EXERCISE. Count the lines below that contain the word "River". Give only the number.

DATA TO EXAMINE.
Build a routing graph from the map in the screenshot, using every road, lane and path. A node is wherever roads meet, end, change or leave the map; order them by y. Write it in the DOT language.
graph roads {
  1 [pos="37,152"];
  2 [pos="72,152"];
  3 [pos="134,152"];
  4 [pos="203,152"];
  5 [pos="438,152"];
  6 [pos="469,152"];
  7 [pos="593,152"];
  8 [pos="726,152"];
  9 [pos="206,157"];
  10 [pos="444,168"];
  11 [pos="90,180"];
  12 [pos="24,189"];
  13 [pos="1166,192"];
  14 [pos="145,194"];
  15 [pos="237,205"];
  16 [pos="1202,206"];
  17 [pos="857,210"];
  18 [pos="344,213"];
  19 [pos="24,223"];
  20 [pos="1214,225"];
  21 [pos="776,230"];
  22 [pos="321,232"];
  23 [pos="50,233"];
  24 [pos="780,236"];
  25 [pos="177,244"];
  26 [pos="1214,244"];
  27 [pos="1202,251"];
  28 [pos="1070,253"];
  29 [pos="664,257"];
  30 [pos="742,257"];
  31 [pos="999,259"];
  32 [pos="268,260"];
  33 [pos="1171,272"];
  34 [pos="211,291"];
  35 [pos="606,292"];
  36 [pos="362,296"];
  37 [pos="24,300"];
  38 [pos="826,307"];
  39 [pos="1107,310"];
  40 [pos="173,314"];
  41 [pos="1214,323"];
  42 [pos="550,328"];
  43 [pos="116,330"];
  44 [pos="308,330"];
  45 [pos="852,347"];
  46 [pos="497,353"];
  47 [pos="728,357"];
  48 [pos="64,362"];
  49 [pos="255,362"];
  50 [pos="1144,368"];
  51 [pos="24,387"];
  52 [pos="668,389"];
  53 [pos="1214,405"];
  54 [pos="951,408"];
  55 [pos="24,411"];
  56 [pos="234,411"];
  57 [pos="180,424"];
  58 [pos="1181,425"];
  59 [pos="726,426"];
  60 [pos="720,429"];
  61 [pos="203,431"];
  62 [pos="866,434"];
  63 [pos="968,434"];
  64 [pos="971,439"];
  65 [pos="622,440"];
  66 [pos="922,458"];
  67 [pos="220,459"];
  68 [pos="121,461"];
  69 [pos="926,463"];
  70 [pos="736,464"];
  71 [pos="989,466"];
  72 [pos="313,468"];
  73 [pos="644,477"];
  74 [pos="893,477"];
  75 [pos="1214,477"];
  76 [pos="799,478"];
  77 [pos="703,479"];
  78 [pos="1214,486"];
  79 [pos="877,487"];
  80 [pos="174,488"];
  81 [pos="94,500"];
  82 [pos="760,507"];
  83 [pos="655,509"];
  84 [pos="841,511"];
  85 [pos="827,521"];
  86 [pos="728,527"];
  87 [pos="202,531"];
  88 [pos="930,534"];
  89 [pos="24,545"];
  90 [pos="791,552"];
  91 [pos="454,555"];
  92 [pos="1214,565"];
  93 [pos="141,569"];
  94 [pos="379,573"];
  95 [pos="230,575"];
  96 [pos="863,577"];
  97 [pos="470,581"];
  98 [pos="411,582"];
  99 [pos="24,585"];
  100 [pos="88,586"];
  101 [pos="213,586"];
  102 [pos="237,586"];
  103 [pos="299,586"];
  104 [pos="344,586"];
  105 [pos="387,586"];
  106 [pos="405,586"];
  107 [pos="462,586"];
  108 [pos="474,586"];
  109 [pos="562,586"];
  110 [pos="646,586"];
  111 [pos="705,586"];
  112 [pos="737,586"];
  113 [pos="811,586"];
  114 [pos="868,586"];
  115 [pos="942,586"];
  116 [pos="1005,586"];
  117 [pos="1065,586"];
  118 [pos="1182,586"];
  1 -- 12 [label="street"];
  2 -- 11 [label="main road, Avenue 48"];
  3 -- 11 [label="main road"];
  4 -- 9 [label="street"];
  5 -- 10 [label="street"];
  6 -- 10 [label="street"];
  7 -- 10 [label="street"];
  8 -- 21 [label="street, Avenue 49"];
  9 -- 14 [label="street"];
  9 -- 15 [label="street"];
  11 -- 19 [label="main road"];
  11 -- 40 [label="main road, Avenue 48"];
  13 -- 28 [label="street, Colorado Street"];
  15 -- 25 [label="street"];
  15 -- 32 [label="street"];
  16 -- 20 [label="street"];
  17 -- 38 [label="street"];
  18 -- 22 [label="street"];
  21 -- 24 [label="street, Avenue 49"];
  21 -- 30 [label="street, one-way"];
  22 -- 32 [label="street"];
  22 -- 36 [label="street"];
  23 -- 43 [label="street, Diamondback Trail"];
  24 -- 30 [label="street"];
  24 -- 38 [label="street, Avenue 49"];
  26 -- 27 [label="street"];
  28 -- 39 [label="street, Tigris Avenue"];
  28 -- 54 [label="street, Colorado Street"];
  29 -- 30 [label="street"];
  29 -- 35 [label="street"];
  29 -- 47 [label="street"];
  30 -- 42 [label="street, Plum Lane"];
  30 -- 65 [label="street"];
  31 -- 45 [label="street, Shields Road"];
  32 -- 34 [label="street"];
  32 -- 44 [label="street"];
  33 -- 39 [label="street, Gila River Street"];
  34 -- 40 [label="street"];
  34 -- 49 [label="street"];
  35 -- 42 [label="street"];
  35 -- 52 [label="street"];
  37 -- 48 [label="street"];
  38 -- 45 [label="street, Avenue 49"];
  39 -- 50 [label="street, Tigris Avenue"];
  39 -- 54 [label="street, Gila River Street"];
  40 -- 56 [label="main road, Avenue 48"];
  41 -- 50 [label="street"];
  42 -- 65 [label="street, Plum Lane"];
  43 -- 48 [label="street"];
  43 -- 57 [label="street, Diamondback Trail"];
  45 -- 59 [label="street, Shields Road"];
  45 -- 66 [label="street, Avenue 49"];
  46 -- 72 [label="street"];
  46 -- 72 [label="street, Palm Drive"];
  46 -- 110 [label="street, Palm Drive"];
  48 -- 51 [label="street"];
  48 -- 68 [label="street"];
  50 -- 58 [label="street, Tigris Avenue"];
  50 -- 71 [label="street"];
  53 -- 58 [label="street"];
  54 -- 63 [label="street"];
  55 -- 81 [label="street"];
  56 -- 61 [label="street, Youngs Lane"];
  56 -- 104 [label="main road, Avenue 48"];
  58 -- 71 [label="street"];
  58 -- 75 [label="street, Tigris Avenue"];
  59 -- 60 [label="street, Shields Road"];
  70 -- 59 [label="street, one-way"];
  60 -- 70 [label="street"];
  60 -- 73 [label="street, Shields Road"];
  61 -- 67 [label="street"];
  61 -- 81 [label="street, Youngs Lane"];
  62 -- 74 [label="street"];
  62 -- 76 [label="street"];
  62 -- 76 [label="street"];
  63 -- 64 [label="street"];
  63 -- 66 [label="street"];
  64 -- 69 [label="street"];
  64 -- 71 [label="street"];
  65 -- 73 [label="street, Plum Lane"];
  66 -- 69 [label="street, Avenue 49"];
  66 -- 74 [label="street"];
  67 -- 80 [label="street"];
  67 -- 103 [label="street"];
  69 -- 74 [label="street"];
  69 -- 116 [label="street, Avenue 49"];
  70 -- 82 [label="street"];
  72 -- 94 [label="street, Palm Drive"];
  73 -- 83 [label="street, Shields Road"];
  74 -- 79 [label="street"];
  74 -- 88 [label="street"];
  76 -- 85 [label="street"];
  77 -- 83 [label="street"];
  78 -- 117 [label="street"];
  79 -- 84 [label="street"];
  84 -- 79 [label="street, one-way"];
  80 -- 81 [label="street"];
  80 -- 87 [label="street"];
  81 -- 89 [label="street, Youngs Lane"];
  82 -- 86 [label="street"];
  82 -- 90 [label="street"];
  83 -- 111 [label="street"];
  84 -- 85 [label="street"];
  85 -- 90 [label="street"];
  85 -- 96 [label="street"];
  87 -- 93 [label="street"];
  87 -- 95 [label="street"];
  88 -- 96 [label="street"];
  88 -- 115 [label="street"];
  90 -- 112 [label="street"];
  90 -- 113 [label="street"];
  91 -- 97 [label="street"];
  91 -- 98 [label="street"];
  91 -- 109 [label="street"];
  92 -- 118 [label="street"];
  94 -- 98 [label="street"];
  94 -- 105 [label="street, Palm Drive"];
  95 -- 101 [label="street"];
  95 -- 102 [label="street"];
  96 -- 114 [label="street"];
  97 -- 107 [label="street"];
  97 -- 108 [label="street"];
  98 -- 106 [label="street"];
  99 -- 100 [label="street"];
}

SOLUTION TO THE EXERCISE. 2